Турецкие моряки издали воинственный клич в предвкушении скорой победы. Они двигались прямо на врага, сопровождаемые грохотом барабанов. Мехмед остался на мелководье, он щёлкал пальцами, как будто поторапливая своих людей.
Галеры ринулись к генуэзским каракам. Но караки всё ещё двигались, подгоняемые бризом, их укреплённые носы по инерции врезались в турецкие галеры. Послышался треск дерева, вёсла исчезли... Остальные суда двигались вперёд, бросив на волю волн первых пострадавших в этой ещё не начавшейся битве. Закованные в цепи рабы с галер ужасно кричали, оказавшись в ледяной воде.
— Дьяволы! — вскричал Мехмед, потрясая кулаками. — Они настоящие дьяволы. Почему их нельзя остановить?
— Это ветер, — сказал Энтони. — Он даёт им большое преимущество. Взгляните туда!
Корабли теперь дошли до укрытия акрополя, где ветер спал; караки едва двигались.
— Теперь, — закричал Мехмед, — теперь они наши!
Когда галеры окружили четыре судна, якоря были сброшены.

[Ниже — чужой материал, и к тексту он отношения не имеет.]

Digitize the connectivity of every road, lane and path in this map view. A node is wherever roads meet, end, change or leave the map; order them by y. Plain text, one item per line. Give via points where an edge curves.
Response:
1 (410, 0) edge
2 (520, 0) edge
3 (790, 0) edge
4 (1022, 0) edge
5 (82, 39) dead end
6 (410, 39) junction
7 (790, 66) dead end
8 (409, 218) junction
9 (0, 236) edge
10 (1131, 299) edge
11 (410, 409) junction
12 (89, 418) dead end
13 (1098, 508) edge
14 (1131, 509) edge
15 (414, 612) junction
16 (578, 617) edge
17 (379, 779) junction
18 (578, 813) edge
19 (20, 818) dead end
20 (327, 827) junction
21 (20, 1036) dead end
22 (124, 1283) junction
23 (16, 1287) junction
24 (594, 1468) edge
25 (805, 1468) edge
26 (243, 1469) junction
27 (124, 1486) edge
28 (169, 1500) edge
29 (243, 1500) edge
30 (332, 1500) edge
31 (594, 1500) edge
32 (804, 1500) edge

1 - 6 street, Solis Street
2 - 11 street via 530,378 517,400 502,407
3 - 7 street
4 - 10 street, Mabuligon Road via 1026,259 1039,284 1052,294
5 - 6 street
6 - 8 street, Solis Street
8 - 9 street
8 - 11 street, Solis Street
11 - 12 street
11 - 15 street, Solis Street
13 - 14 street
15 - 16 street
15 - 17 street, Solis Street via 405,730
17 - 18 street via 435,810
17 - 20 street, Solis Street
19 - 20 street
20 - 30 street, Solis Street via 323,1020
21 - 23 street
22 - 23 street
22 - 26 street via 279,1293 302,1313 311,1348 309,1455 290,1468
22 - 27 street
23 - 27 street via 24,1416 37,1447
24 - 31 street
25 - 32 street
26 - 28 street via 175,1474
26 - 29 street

Турки попытались забраться на высокие фальшборты караков, но были отброшены. Генуэзцы сражались отчаянно, вооружившись всем, чем можно. Они швыряли камни, котелки, стрелы и копья; ружья и вращающиеся орудия, укреплённые на фальшбортах, постоянно стреляли по галерам. Несколько турок, добравшихся до палуб, были зарублены топорами.
Эта битва длилась два часа, и чем дольше она продолжалась, тем более возбуждённым становился Мехмед. Размахивая кулаками и подбодряя криками своих людей, он гонял коня то вверх на берег, то вниз к морю.
Спустя два часа генуэзские караки всё ещё не были взяты. И тогда вновь подул бриз.
Теперь караки устремились вперёд. Галеры разлетелись в разные стороны, их вёсла были разбиты; караки ушли. Цепь была спущена, и эскадра беспрепятственно вошла в Золотой Рог.
Мехмед ничего не сказал, но по нему было заметно, что он разъярён.
В лагере собрались все военачальники, но никто не смел заговорить. Казалось, это было самое унизительное поражение, когда-либо нанесённое турецкой армии.
К султану подошёл Балт-оглу и, поклонившись, произнёс:
— Они были слишком сильны для нас, о падишах.
— Слишком сильны? — Голос Мехмеда был угрожающе спокоен. — Четыре судна слишком сильны для ста сорока пяти?
— Их караки большие и хорошо защищённые.
— Ты лжёшь! — пронзительно закричал Мехмед. — Ты предатель. Ты предал меня!
— Я, о падишах? — Балт-оглу приложил руку к сердцу. — Я твой самый преданный слуга. Разве я не доказывал это неоднократно?
— Сегодня ты предал меня! — завопил Мехмед. Он сделал жест страже. Балт-оглу схватили.
— Принести кол, — приказал Мехмед, — и воткнуть его этому негодяю в зад. Поставить его у берега: пусть смотрит на место своего позора, пока будет умирать.
— Падишах! — в ужасе завопил Балт-оглу, уже подталкиваемый янычарами.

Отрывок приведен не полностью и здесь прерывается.